TRY IT:
An exact copy of all the entries below is what this task needs.

DATA EXTRACT:
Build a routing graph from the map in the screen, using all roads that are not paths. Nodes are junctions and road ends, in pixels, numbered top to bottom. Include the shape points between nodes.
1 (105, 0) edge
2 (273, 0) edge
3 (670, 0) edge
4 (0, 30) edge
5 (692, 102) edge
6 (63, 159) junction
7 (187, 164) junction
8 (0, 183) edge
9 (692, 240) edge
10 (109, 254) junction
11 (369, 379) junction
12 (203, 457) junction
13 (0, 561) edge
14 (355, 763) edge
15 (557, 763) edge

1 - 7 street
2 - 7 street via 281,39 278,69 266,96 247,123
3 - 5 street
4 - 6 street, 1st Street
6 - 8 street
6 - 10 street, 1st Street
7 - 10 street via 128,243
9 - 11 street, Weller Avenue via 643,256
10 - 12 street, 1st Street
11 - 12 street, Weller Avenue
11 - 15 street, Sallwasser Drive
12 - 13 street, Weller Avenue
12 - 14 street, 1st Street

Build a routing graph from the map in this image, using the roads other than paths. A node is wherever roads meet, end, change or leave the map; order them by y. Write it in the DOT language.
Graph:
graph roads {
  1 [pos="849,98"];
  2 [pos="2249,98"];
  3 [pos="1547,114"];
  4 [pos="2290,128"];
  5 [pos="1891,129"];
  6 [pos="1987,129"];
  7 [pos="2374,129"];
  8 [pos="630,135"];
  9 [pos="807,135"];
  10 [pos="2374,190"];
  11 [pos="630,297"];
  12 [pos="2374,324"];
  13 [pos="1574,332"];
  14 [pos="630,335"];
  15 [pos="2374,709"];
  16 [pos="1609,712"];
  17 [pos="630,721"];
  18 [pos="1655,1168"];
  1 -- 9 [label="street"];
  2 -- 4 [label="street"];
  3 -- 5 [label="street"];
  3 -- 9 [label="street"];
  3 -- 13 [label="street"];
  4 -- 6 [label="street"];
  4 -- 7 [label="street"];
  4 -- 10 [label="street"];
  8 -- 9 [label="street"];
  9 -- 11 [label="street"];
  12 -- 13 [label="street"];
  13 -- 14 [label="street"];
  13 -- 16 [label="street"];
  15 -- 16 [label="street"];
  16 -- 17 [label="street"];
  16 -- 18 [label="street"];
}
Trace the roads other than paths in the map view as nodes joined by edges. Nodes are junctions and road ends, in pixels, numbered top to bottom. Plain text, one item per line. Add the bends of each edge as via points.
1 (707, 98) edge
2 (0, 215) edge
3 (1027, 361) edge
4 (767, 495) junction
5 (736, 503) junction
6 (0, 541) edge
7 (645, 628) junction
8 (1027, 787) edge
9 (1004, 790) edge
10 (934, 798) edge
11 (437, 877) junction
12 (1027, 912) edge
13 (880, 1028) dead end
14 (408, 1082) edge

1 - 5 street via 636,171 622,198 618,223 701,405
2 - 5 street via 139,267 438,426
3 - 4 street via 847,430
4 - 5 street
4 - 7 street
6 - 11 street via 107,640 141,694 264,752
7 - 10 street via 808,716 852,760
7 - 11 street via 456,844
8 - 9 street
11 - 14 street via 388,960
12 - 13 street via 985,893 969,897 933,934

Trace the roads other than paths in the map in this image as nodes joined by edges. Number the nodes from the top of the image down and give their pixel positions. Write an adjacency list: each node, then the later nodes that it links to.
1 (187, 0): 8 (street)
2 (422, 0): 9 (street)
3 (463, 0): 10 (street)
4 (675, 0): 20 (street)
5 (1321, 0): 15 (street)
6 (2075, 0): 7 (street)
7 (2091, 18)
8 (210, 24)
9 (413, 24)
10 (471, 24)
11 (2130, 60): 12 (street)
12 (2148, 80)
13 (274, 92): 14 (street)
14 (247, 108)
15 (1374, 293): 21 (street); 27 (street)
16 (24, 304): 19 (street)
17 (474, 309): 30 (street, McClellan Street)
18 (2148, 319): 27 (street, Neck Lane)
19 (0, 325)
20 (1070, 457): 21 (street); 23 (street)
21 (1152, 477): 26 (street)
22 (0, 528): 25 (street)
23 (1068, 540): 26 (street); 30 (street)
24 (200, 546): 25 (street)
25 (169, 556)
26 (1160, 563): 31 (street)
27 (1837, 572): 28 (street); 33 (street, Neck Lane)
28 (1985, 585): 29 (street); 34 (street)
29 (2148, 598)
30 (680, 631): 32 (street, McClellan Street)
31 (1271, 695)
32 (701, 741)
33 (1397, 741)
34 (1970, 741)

SOLUTION BELOW:
Build a routing graph from the map in the screen, using all roads that are not paths. Nodes are junctions and road ends, in pixels, numbered top to bottom. Include the shape points between nodes.
1 (105, 0) edge
2 (273, 0) edge
3 (670, 0) edge
4 (0, 30) edge
5 (692, 102) edge
6 (63, 159) junction
7 (187, 164) junction
8 (0, 183) edge
9 (692, 240) edge
10 (109, 254) junction
11 (369, 379) junction
12 (203, 457) junction
13 (0, 561) edge
14 (355, 763) edge
15 (557, 763) edge

1 - 7 street
2 - 7 street via 281,39 278,69 266,96 247,123
3 - 5 street
4 - 6 street, 1st Street
6 - 8 street
6 - 10 street, 1st Street
7 - 10 street via 128,243
9 - 11 street, Weller Avenue via 643,256
10 - 12 street, 1st Street
11 - 12 street, Weller Avenue
11 - 15 street, Sallwasser Drive
12 - 13 street, Weller Avenue
12 - 14 street, 1st Street

Build a routing graph from the map in this image, using the roads other than paths. A node is wherever roads meet, end, change or leave the map; order them by y. Write it in the DOT language.
Graph:
graph roads {
  1 [pos="849,98"];
  2 [pos="2249,98"];
  3 [pos="1547,114"];
  4 [pos="2290,128"];
  5 [pos="1891,129"];
  6 [pos="1987,129"];
  7 [pos="2374,129"];
  8 [pos="630,135"];
  9 [pos="807,135"];
  10 [pos="2374,190"];
  11 [pos="630,297"];
  12 [pos="2374,324"];
  13 [pos="1574,332"];
  14 [pos="630,335"];
  15 [pos="2374,709"];
  16 [pos="1609,712"];
  17 [pos="630,721"];
  18 [pos="1655,1168"];
  1 -- 9 [label="street"];
  2 -- 4 [label="street"];
  3 -- 5 [label="street"];
  3 -- 9 [label="street"];
  3 -- 13 [label="street"];
  4 -- 6 [label="street"];
  4 -- 7 [label="street"];
  4 -- 10 [label="street"];
  8 -- 9 [label="street"];
  9 -- 11 [label="street"];
  12 -- 13 [label="street"];
  13 -- 14 [label="street"];
  13 -- 16 [label="street"];
  15 -- 16 [label="street"];
  16 -- 17 [label="street"];
  16 -- 18 [label="street"];
}
Trace the roads other than paths in the map view as nodes joined by edges. Nodes are junctions and road ends, in pixels, numbered top to bottom. Plain text, one item per line. Add the bends of each edge as via points.
1 (707, 98) edge
2 (0, 215) edge
3 (1027, 361) edge
4 (767, 495) junction
5 (736, 503) junction
6 (0, 541) edge
7 (645, 628) junction
8 (1027, 787) edge
9 (1004, 790) edge
10 (934, 798) edge
11 (437, 877) junction
12 (1027, 912) edge
13 (880, 1028) dead end
14 (408, 1082) edge

1 - 5 street via 636,171 622,198 618,223 701,405
2 - 5 street via 139,267 438,426
3 - 4 street via 847,430
4 - 5 street
4 - 7 street
6 - 11 street via 107,640 141,694 264,752
7 - 10 street via 808,716 852,760
7 - 11 street via 456,844
8 - 9 street
11 - 14 street via 388,960
12 - 13 street via 985,893 969,897 933,934

Trace the roads other than paths in the map in this image as nodes joined by edges. Number the nodes from the top of the image down and give their pixel positions. Write an adjacency list: each node, then the later nodes that it links to.
1 (187, 0): 8 (street)
2 (422, 0): 9 (street)
3 (463, 0): 10 (street)
4 (675, 0): 20 (street)
5 (1321, 0): 15 (street)
6 (2075, 0): 7 (street)
7 (2091, 18)
8 (210, 24)
9 (413, 24)
10 (471, 24)
11 (2130, 60): 12 (street)
12 (2148, 80)
13 (274, 92): 14 (street)
14 (247, 108)
15 (1374, 293): 21 (street); 27 (street)
16 (24, 304): 19 (street)
17 (474, 309): 30 (street, McClellan Street)
18 (2148, 319): 27 (street, Neck Lane)
19 (0, 325)
20 (1070, 457): 21 (street); 23 (street)
21 (1152, 477): 26 (street)
22 (0, 528): 25 (street)
23 (1068, 540): 26 (street); 30 (street)
24 (200, 546): 25 (street)
25 (169, 556)
26 (1160, 563): 31 (street)
27 (1837, 572): 28 (street); 33 (street, Neck Lane)
28 (1985, 585): 29 (street); 34 (street)
29 (2148, 598)
30 (680, 631): 32 (street, McClellan Street)
31 (1271, 695)
32 (701, 741)
33 (1397, 741)
34 (1970, 741)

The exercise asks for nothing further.